[SUPPLIED DATA — start]

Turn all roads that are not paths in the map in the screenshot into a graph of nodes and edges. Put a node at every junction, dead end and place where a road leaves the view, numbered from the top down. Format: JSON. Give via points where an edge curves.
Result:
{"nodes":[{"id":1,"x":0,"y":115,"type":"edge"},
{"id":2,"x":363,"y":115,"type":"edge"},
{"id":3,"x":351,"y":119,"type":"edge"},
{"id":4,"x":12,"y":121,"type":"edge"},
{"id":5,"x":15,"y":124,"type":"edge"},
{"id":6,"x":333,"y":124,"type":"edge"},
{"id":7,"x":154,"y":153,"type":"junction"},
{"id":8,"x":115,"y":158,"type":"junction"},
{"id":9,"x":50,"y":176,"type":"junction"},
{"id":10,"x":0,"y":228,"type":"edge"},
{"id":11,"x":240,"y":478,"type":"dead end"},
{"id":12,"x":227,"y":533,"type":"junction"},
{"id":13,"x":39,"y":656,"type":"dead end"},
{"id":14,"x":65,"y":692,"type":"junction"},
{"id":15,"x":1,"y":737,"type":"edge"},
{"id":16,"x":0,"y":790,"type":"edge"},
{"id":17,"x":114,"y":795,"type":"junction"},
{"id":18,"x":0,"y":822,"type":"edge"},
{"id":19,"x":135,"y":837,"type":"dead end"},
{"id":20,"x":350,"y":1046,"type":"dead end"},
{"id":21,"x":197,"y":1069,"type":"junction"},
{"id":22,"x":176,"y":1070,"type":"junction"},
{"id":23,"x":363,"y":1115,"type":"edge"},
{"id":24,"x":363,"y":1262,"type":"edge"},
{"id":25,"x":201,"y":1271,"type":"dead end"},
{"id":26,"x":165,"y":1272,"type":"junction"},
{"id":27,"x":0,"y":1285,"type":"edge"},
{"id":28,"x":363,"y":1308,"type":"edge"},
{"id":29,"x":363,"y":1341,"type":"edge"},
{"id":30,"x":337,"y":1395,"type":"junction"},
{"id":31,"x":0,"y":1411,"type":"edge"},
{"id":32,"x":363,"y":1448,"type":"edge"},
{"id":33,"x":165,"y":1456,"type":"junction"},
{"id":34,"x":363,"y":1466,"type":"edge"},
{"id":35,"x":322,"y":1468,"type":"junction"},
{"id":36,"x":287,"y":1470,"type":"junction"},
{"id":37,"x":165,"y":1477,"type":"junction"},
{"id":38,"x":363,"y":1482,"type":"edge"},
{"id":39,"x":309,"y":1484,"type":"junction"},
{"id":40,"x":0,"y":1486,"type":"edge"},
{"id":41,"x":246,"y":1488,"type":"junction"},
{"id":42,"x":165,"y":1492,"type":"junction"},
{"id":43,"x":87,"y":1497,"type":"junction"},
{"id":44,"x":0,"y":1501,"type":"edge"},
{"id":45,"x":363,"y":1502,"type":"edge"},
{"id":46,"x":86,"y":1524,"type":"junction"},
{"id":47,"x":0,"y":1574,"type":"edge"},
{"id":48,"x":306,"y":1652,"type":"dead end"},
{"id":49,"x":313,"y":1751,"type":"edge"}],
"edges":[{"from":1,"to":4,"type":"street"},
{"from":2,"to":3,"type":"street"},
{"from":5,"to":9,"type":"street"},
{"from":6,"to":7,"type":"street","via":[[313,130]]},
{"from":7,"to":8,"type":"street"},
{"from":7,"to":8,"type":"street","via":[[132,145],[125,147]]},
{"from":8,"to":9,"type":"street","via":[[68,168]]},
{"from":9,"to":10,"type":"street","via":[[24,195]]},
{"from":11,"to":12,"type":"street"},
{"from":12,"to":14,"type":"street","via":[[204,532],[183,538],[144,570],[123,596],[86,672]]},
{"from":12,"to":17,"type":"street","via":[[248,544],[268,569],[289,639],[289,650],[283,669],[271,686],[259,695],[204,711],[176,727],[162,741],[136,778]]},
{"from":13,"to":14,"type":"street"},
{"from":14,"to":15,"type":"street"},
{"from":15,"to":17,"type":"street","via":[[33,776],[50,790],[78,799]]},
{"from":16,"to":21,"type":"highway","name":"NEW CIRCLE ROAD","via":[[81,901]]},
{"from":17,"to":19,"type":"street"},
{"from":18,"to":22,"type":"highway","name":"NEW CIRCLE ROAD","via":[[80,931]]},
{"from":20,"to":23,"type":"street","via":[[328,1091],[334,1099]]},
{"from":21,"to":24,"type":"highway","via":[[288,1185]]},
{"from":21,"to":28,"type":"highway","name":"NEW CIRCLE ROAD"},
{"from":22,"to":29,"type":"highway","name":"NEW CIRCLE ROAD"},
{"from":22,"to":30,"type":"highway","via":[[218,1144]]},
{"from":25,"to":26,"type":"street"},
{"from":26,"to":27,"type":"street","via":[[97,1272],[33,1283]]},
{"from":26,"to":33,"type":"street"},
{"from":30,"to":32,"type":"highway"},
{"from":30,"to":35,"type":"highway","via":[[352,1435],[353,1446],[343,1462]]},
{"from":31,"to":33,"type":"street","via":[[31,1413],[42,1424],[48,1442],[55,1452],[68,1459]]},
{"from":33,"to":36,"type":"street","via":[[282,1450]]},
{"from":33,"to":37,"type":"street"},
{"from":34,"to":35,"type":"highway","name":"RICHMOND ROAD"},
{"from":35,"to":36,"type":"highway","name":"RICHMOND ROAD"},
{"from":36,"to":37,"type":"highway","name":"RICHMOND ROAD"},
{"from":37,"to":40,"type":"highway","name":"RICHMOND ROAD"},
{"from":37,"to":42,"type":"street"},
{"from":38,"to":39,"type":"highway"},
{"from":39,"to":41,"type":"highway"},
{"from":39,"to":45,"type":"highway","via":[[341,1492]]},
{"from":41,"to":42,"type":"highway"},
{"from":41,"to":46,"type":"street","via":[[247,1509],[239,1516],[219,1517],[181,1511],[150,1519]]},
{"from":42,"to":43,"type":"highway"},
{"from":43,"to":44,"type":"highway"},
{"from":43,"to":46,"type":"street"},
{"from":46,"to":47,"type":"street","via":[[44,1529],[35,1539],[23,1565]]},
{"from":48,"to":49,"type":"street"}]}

[SUPPLIED DATA — finish]

» **YOUR OBJECTIVE**
Look through the data above. Copy every line with the string "dead" in it.

» **ANSWER TO THIS EXERCISE**
Turn all roads that are not paths in the map in the screenshot into a graph of nodes and edges. Put a node at every junction, dead end and place where a road leaves the view, numbered from the top down. Format: JSON. Give via points where an edge curves.
{"id":11,"x":240,"y":478,"type":"dead end"},
{"id":13,"x":39,"y":656,"type":"dead end"},
{"id":19,"x":135,"y":837,"type":"dead end"},
{"id":20,"x":350,"y":1046,"type":"dead end"},
{"id":25,"x":201,"y":1271,"type":"dead end"},
{"id":48,"x":306,"y":1652,"type":"dead end"},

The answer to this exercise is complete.